Me llama la semana pasada una señora, lectora mía, según dice, pero a quien no tengo el gusto de conocer, para quejarse de que yo no escribo sobre el abuso de los colegios que cambian de uniforme a su estudiantes cada dos o tres años, sin tener en cuenta la situación “tan desmadrada” (el término es de ella) que vive la ciudad y en especial los papás de escasos recursos.
No les basta –me dice, y por el tono que emplea creo que el lloro está cerca- con pedir libros que no leen y cuadernos que no usan, sino que exigen uniformes costosos, que van cambiando año tras año.
Le digo que se queje ante la Secretaría de Educación, que es la entidad encargada de controlar a los establecimientos educativos, pero doña Inés –que así dice llamarse- me responde que ya lo ha hecho y que es inútil.
Le aconsejo que vaya a la oficina de Derechos Humanos o a la Defensoría del Pueblo, pero la señora tiene también la respuesta: “Eso le piden a uno una cantidad de papeleos y en esos trámites se va todo el año”.
Me acuerdo, entonces, que existe por ahí una oficina de víctimas.

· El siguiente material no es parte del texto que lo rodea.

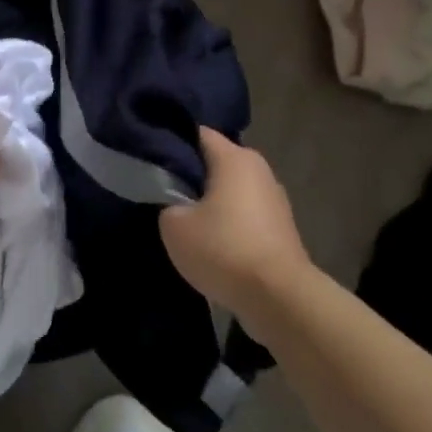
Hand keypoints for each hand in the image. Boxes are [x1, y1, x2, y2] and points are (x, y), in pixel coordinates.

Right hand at [160, 128, 314, 317]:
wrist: (278, 298)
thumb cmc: (223, 249)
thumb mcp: (173, 225)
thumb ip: (167, 202)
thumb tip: (176, 202)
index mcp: (235, 158)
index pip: (197, 133)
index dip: (171, 141)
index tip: (149, 156)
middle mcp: (259, 170)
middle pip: (216, 161)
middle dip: (191, 173)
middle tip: (161, 189)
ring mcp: (275, 199)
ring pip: (231, 189)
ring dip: (210, 200)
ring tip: (184, 218)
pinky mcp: (281, 228)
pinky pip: (244, 213)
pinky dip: (228, 221)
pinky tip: (210, 240)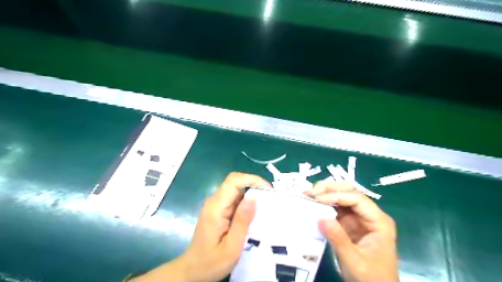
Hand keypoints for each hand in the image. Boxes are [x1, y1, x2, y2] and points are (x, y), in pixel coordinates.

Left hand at [129, 172, 269, 281]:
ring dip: (251, 193)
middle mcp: (214, 201)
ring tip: (265, 205)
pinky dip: (246, 202)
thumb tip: (254, 197)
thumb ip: (242, 221)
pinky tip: (254, 213)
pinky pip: (234, 199)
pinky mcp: (218, 210)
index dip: (252, 179)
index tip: (267, 189)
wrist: (192, 271)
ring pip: (236, 189)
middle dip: (254, 185)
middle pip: (235, 182)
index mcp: (216, 207)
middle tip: (270, 198)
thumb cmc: (211, 262)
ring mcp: (215, 205)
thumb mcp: (232, 246)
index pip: (233, 181)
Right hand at [304, 181, 397, 281]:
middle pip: (350, 193)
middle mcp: (369, 215)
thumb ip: (338, 239)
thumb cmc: (371, 278)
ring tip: (309, 194)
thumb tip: (320, 217)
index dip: (336, 195)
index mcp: (378, 221)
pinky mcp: (349, 223)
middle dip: (330, 189)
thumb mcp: (354, 261)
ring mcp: (359, 218)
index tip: (317, 199)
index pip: (357, 199)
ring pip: (342, 197)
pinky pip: (336, 209)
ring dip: (325, 193)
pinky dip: (324, 204)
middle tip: (311, 191)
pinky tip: (313, 203)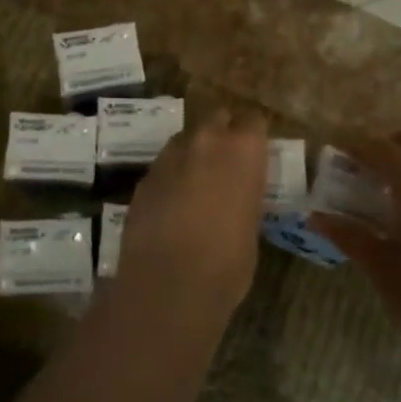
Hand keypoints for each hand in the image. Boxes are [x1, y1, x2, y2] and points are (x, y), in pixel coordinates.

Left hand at [113, 111, 269, 318]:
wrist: (168, 284)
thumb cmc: (227, 262)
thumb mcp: (251, 226)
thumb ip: (244, 197)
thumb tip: (236, 198)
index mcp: (243, 149)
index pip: (254, 121)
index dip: (254, 136)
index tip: (256, 152)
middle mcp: (206, 140)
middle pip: (216, 118)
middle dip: (222, 134)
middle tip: (226, 163)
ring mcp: (170, 156)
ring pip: (185, 139)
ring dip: (193, 153)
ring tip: (197, 183)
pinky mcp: (144, 177)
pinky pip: (163, 166)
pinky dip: (170, 177)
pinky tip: (172, 204)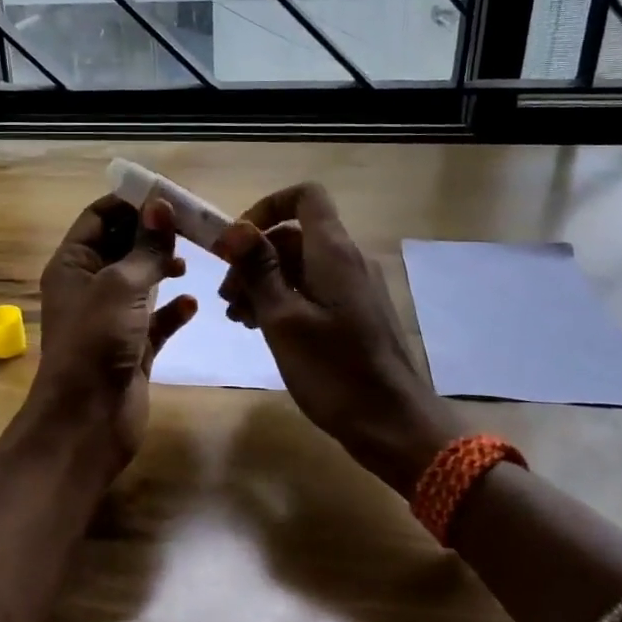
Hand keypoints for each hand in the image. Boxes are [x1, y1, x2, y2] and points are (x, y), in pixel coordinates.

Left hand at [31, 195, 197, 469]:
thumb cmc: (97, 342)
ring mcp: (111, 318)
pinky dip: (173, 310)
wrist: (87, 421)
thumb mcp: (122, 285)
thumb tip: (160, 204)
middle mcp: (89, 286)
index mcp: (73, 264)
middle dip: (153, 234)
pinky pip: (156, 320)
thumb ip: (146, 246)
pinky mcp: (133, 346)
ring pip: (140, 281)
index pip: (100, 217)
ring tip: (190, 263)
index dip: (131, 203)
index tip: (169, 196)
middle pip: (123, 246)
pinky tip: (192, 304)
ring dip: (164, 268)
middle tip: (192, 226)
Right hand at [217, 183, 455, 494]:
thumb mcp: (283, 320)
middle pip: (295, 234)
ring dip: (264, 281)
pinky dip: (284, 299)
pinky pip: (314, 289)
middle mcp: (348, 260)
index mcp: (333, 252)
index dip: (266, 208)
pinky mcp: (356, 313)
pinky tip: (262, 328)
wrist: (393, 424)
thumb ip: (259, 270)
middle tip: (227, 297)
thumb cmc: (334, 371)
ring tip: (238, 317)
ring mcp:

Le digo que pueda ser que allá la atiendan, pues ella y los demás padres de familia son víctimas del sistema educativo.
-Usted habla muy bonito, me dice, pero está desinformado. Esas son víctimas de los guerrilleros y de los paras, no del sistema que usted dice.
A estas alturas caigo en cuenta de que la conversa ya está larga, y que yo voy por la calle mostrando mi celular, algo que mi mujer me tiene absolutamente prohibido: “No conteste llamadas en la calle, que le pueden robar ese tatuco. No hay que dar papaya”. De modo que, para cortarla, le digo a la señora que me llama, que desafortunadamente yo no puedo hacer nada para ayudarla.

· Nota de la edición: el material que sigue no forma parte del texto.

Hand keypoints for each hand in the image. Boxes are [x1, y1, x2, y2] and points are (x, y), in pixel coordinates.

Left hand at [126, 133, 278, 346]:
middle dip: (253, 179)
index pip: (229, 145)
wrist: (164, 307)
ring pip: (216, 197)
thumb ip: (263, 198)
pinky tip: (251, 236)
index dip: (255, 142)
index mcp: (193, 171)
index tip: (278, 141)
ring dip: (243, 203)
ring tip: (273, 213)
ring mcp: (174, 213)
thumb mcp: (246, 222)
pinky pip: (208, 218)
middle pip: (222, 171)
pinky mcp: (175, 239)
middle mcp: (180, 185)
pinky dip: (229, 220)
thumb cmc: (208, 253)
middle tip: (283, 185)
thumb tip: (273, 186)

-¿Sí ve? –me dice indignada. -Y yo que creí que usted era mi última salvación, y ahora me sale con un chorro de babas, igualito a todos, hablador de cháchara.
Quise decirle que yo no hago milagros, que apenas soy un columnista y que una golondrina no hace verano, pero me colgó sin más ni más.

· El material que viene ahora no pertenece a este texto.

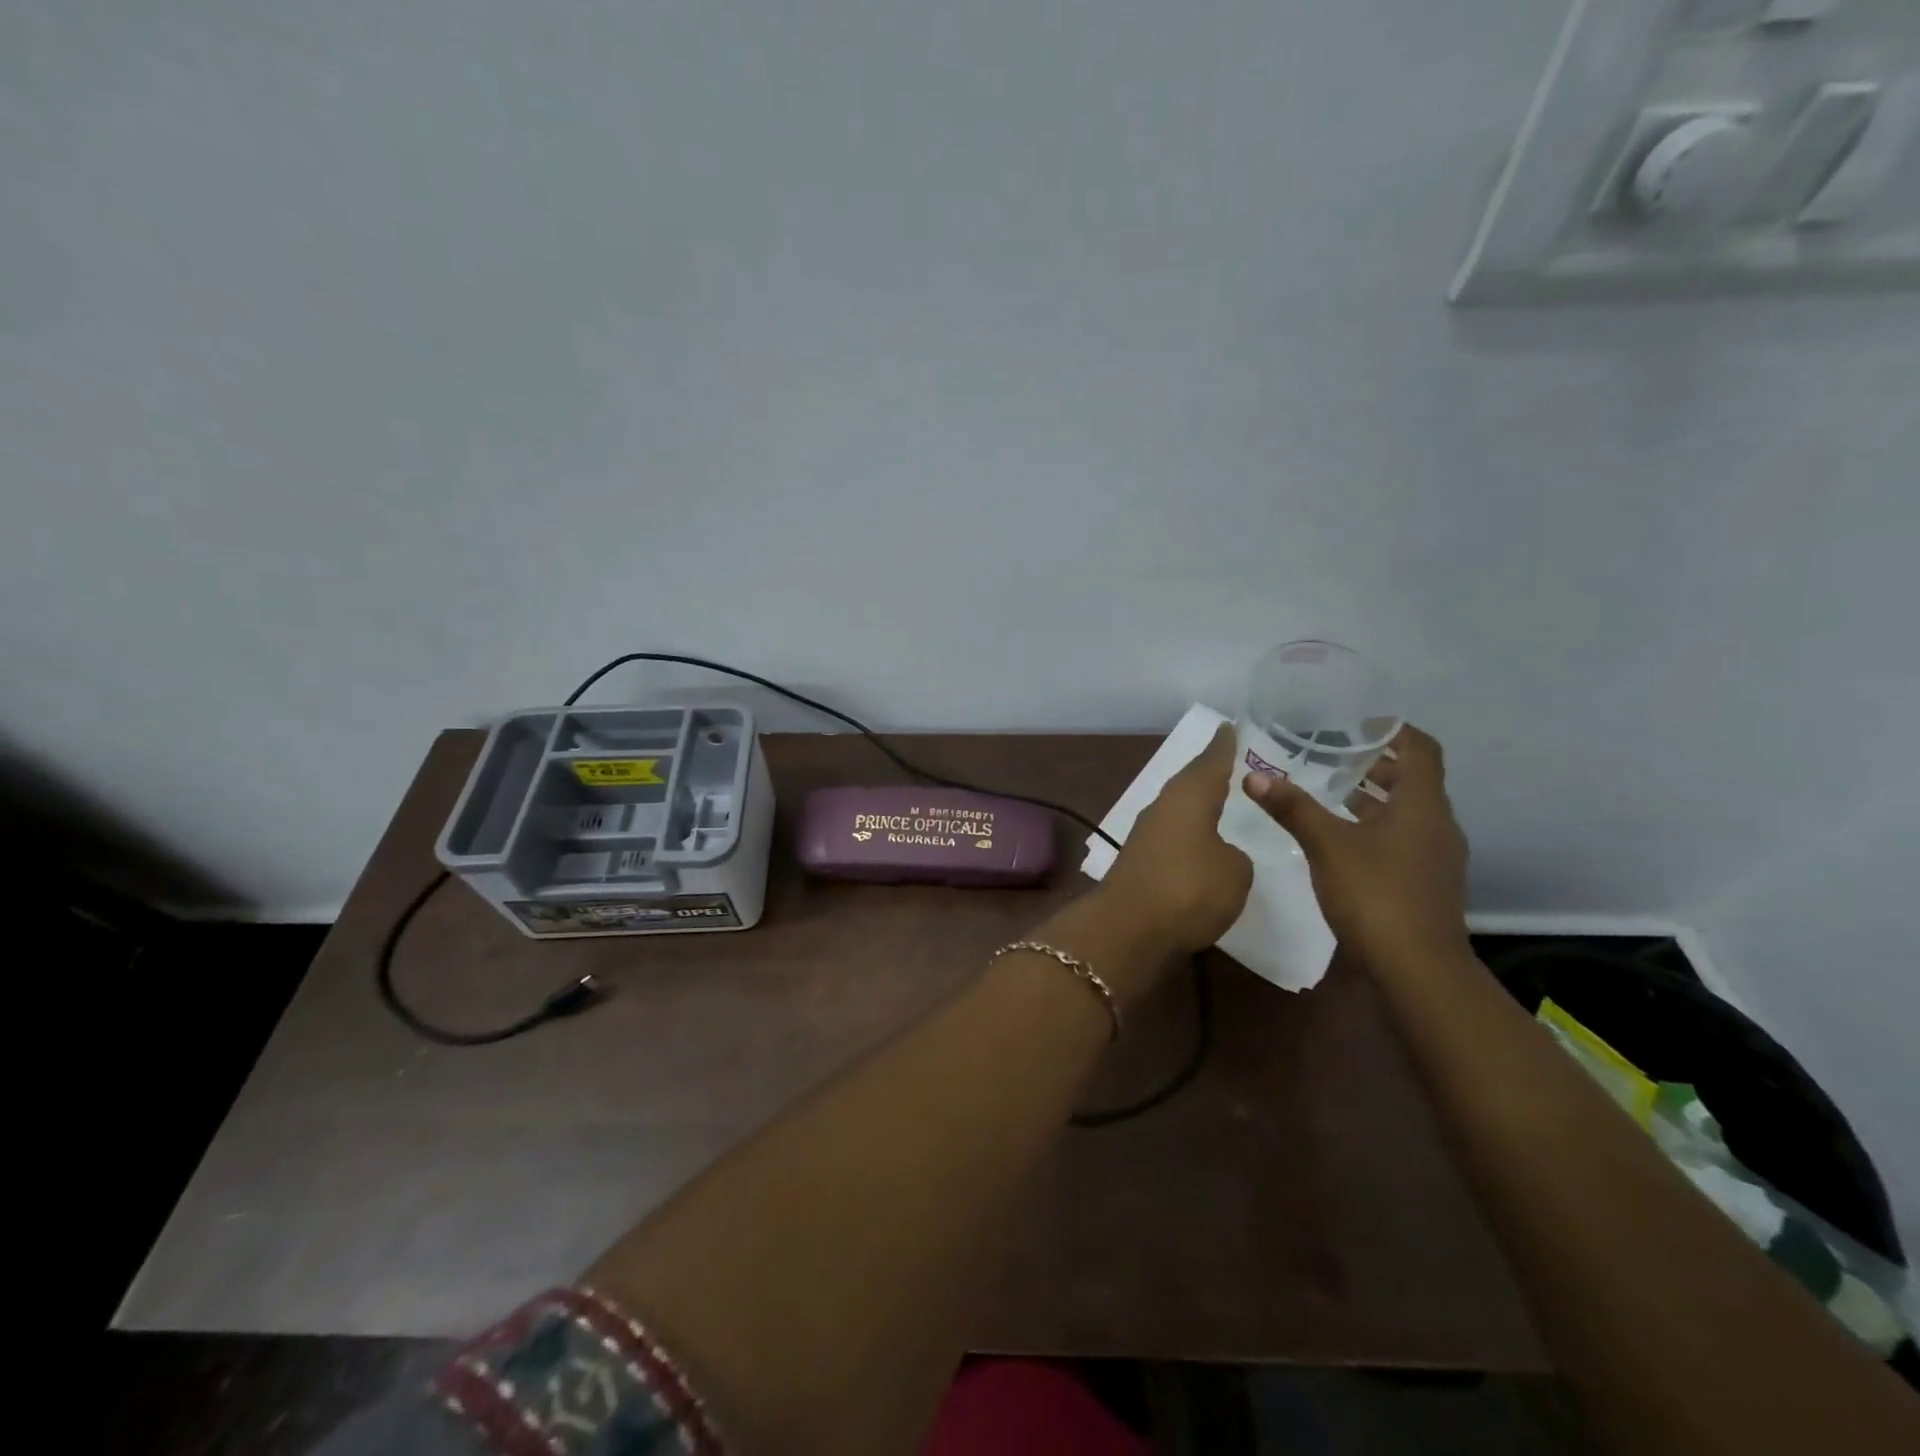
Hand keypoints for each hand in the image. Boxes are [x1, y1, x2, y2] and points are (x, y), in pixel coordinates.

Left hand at [1101, 724, 1253, 954]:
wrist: (1128, 927)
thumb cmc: (1188, 889)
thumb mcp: (1234, 872)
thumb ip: (1234, 856)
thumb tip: (1220, 854)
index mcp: (1189, 797)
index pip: (1210, 763)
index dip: (1223, 747)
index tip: (1228, 727)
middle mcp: (1162, 807)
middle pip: (1189, 783)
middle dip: (1207, 773)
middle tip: (1226, 762)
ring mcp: (1145, 834)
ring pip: (1176, 809)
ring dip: (1195, 805)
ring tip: (1217, 801)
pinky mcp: (1137, 862)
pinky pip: (1170, 836)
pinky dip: (1186, 833)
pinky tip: (1196, 842)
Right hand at [1245, 725, 1468, 971]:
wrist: (1416, 969)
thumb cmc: (1375, 894)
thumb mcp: (1326, 845)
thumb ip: (1292, 808)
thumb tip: (1253, 775)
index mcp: (1422, 805)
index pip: (1421, 749)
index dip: (1395, 730)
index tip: (1360, 723)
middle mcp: (1437, 825)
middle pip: (1414, 780)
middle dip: (1377, 765)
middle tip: (1335, 755)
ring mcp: (1435, 858)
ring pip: (1408, 813)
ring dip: (1376, 799)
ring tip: (1332, 793)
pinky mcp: (1426, 884)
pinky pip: (1404, 840)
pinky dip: (1377, 828)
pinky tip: (1343, 840)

Guardé el tatuco, no sin antes cerciorarme de que nadie me estaba acechando. Además –me dije- ¿quién me va a robar este aparato, de los viejos, de baja gama y ya todo achacadito?
Pero el incidente me puso a recordar mis inicios de bachillerato. Como yo era el primero de la familia que iba a dejar de ser arriero, y el que iba a sacar la cara por la familia, todos los parientes y allegados colaboraron en mi ajuar. Toallas, ropa de cama, pijamas, todo lo que necesitaba, recogió mi mamá entre la parentela. Un tío, que tenía un vestido de paño negro, que había usado para alguna Semana Santa, me hizo la donación, pero mi mamá tuvo que arreglarlo, cogerle dobladillo, recortarle las mangas y achicarle el fundillo. Así pude hacerme a mi uniforme de gala para ir a misa los domingos.
Y recordé también que, a medida que yo iba creciendo, mi mamá, solícita, les iba soltando el dobladillo a los pantalones para que no me quedaran a media pierna.
Pero eso era antes. Los muchachos de hoy no se visten con la ropa del tío, ni permiten que les arreglen el dobladillo a sus pantalones. Ellos sólo tienen una exigencia: Estrenar.